# Wanted to share this with the resi guys



## sfeyelectric (Dec 31, 2010)

Any chance they are off GFCI breakers?


----------



## McClary’s Electrical (Feb 21, 2009)

Bama said:


> This is in my mama's bathroom and kitchen...BLATANT gfci violation. She bought the house this way so obviously the inspectors around here are sleeping on the job... I hope the pics are sized right... apologies if they aren't. I'm a bonehead that doesn't know how to size....


 
Have you checked to see if they're on the load side of a GFI or GFI breaker?


----------



## oldtimer (Jun 10, 2010)

Bama said:


> This is in my mama's bathroom and kitchen...BLATANT gfci violation. She bought the house this way so obviously the inspectors around here are sleeping on the job... I hope the pics are sized right... apologies if they aren't. I'm a bonehead that doesn't know how to size....


 How do you know from the pic, that the receptacle is not fed from a G F I breaker??? :blink:


----------



## Bama (Dec 17, 2010)

There's not a GFCI in the whole house. Nor in the service box. And I even found blue boxes.


----------



## 10492 (Jan 4, 2010)

At least who-ever did it, didn't put the receptacles in upside down.:jester:


----------



## sfeyelectric (Dec 31, 2010)

I find it really hard to believe the inspectors would miss this. Take a picture of the panel and post it.


----------



## Bama (Dec 17, 2010)

Dnkldorf said:


> At least who-ever did it, didn't put the receptacles in upside down.:jester:


Thank gawd for small miracles.
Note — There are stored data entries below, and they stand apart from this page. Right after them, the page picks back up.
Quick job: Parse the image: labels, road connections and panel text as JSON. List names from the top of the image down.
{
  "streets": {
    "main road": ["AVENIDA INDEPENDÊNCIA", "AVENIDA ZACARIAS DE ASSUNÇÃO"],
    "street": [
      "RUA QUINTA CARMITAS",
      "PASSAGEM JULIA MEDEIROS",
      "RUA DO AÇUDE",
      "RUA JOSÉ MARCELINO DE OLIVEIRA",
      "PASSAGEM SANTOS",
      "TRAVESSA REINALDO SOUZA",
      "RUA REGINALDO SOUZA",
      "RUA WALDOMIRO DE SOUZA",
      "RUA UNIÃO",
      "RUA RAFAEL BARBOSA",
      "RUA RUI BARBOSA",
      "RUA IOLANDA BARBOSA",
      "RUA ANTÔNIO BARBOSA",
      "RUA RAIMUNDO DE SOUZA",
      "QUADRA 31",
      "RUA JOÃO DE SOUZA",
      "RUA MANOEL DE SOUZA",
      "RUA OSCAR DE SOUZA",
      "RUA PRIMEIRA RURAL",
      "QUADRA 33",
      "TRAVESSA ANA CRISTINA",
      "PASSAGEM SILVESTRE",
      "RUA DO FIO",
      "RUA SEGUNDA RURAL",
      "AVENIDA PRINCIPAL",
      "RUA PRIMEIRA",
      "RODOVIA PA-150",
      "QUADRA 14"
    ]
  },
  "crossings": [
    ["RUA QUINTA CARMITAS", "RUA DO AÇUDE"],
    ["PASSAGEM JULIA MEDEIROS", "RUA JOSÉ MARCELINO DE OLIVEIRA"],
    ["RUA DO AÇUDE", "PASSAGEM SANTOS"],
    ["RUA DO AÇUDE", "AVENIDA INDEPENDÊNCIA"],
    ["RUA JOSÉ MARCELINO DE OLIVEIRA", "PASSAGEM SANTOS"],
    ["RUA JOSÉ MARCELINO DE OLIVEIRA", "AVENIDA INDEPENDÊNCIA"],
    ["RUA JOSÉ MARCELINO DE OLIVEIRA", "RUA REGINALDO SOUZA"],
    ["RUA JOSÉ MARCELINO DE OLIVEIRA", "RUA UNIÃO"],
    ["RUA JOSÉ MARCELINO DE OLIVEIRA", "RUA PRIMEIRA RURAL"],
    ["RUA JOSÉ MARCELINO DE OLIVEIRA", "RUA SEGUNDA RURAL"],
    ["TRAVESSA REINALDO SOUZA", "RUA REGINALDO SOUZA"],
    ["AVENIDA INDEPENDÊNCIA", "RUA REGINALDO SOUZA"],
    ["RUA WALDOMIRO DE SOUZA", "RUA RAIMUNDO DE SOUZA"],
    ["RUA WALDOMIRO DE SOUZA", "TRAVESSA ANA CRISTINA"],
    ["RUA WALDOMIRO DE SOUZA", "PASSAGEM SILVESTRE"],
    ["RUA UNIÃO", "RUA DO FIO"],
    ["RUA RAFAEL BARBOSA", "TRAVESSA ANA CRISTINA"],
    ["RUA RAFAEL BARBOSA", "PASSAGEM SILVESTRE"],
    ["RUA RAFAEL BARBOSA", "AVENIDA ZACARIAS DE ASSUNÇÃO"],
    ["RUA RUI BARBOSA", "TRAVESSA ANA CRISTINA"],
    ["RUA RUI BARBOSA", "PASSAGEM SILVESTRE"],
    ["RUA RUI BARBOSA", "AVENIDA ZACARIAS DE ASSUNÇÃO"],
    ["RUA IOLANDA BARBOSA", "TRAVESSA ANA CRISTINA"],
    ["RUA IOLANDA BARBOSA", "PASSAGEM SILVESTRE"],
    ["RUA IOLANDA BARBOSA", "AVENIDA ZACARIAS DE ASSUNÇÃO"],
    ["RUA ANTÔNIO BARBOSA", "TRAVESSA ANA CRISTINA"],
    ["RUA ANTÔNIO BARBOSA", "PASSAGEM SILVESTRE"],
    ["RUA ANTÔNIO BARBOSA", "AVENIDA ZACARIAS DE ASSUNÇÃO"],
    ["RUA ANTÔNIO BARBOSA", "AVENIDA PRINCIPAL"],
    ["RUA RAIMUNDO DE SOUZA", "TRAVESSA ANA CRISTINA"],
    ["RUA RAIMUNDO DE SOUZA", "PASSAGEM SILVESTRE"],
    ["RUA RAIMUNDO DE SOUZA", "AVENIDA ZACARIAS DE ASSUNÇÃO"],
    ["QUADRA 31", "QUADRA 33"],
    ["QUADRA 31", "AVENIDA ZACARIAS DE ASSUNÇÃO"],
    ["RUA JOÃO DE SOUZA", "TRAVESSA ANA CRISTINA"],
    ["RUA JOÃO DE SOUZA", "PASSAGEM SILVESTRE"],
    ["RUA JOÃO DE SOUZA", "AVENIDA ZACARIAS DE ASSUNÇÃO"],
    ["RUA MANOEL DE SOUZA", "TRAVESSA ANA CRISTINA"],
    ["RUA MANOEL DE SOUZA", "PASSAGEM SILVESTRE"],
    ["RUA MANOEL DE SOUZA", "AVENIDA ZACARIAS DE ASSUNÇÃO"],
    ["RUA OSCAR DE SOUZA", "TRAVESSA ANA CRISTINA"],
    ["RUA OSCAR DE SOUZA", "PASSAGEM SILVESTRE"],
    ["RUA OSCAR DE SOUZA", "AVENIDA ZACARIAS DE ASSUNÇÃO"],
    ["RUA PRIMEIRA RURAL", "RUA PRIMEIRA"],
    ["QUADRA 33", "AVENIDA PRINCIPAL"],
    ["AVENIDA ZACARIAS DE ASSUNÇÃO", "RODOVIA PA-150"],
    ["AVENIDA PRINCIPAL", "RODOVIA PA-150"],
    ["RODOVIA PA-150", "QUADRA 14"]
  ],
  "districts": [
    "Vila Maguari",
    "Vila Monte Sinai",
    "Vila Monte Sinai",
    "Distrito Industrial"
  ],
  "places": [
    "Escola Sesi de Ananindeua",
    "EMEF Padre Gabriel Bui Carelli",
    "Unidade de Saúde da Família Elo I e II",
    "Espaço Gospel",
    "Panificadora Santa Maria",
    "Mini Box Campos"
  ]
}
I was just concerned about it cause this will eventually be my house and I want everything to be safe for moms for now.


----------



## farlsincharge (Dec 31, 2010)

Why does the receptacle by the toaster need to be gfi protected?


----------



## thegoldenboy (Aug 15, 2010)

farlsincharge said:


> Why does the receptacle by the toaster need to be gfi protected?


Because it's a countertop receptacle.


----------



## farlsincharge (Dec 31, 2010)

thegoldenboy said:


> Because it's a counter-top receptacle.


How long has it been code to gfi a kitchen counter receptacle though?
Here it has only been a couple years, and that house looks more than a couple years old to me.


----------



## Bama (Dec 17, 2010)

sfeyelectric said:


> I find it really hard to believe the inspectors would miss this. Take a picture of the panel and post it.


Ok I will tomorrow. I felt the same way. How could she buy the house with no GFCI whatsoever. I've seen the panel on many occasions (due to crappy HVAC work) and I didn't see anything that looked like a GFCI breaker. But being a noob as I am I may have missed it. I will look closer tomorrow. Thank you everyone.


----------



## mattsilkwood (Sep 21, 2008)

Dnkldorf said:


> At least who-ever did it, didn't put the receptacles in upside down.:jester:


Sure they did.:thumbup:

Just because that's how it was when you found it doesn't mean that's how it always was or if it even needed a GFI when it was new. I know a lot of homeowners that don't need a $10 GFI when a 79 cent receptacle is "just as good".


----------



## thegoldenboy (Aug 15, 2010)

farlsincharge said:


> How long has it been code to gfi a kitchen counter receptacle though?
> Here it has only been a couple years, and that house looks more than a couple years old to me.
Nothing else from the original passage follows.